It's another casual day in space discovery: Apparently, an international team of scientists has found a giant wave of hot gas chugging along through the Perseus galaxy cluster, located about 250 million light years away. By combining data from NASA's Chandra X-ray Observatory with radio observations and computer simulations, the researchers have attempted to demystify the strange phenomenon -- and in doing so, have created one hell of a visual.
Image: NASA's Goddard Space Flight Center
Their idea is essentially that billions of years ago, a smaller galaxy cluster brushed up against the Perseus cluster, causing Perseus' supply of interstellar gas to "slosh" around. The result is a massive, tsunami-like wave -- about 200,000 light years across -- that glows in X-ray. It's kind of like making a very half-arsed Arnold Palmer, if you poured some lemonade in a jug of iced tea and stirred it around for billions of years.
Observations of this intergalactic tsunami have revealed a number of striking features, including a concave "bay" that curiously produces no radio emissions.
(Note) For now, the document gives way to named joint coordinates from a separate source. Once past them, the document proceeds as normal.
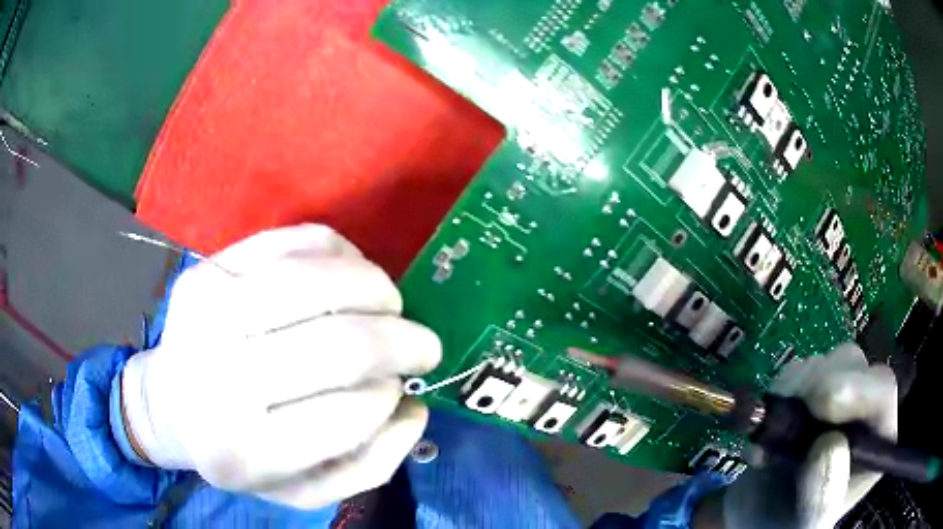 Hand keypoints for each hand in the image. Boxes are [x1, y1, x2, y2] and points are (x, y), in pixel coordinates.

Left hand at [120, 224, 441, 508]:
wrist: (172, 404)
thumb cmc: (241, 453)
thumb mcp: (305, 490)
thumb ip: (369, 465)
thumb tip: (411, 407)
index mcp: (245, 452)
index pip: (346, 416)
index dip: (389, 394)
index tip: (400, 386)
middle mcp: (219, 381)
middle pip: (337, 345)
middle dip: (400, 339)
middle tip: (421, 343)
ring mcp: (206, 313)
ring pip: (316, 279)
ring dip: (375, 287)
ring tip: (390, 303)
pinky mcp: (208, 267)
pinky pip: (292, 240)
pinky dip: (339, 252)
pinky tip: (349, 273)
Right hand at [716, 343, 897, 528]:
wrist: (757, 516)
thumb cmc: (788, 523)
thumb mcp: (805, 523)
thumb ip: (823, 495)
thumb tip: (830, 446)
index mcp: (875, 442)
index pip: (882, 392)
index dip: (857, 388)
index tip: (821, 402)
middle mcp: (863, 411)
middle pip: (854, 366)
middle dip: (820, 384)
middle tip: (789, 416)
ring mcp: (838, 396)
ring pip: (826, 362)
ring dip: (795, 390)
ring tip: (774, 436)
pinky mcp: (811, 389)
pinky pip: (797, 370)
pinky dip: (779, 392)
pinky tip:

"Deep observations of nearby galaxy clusters with Chandra have revealed concave 'bay' structures in a number of systems... which have similar X-ray and radio properties," the researchers wrote in their paper, which have been published in the June 2017 edition of Monthly Notices of the Royal Astronomical Society. "These bays have all the properties of cold fronts, where the temperature rises and density falls sharply, but are concave rather than convex."
The team patched together data from Chandra and elsewhere to further investigate the phenomenon, and created this video, showing the strange feature embedded in the larger swirl of hot gas:
According to NASA, individual waves churning within the tsunami are likely to be very large, very intense versions of something called a Kelvin-Helmholtz wave, which emerge when there's a difference in velocity between two fluids. This occurs here, too, in the clouds in Earth's atmosphere.
"We think the bay feature we see in Perseus is part of a Kelvin-Helmholtz wave, perhaps the largest one yet identified, that formed in much the same way as the simulation shows," lead scientist Stephen Walker at NASA's Goddard Space Flight Center said in a statement. "We have also identified similar features in two other galaxy clusters, Centaurus and Abell 1795."
Good thing there's some sort of scientific explanation for all of this, or else someone who is definitely not me might suggest this is the result of a massive alien fart.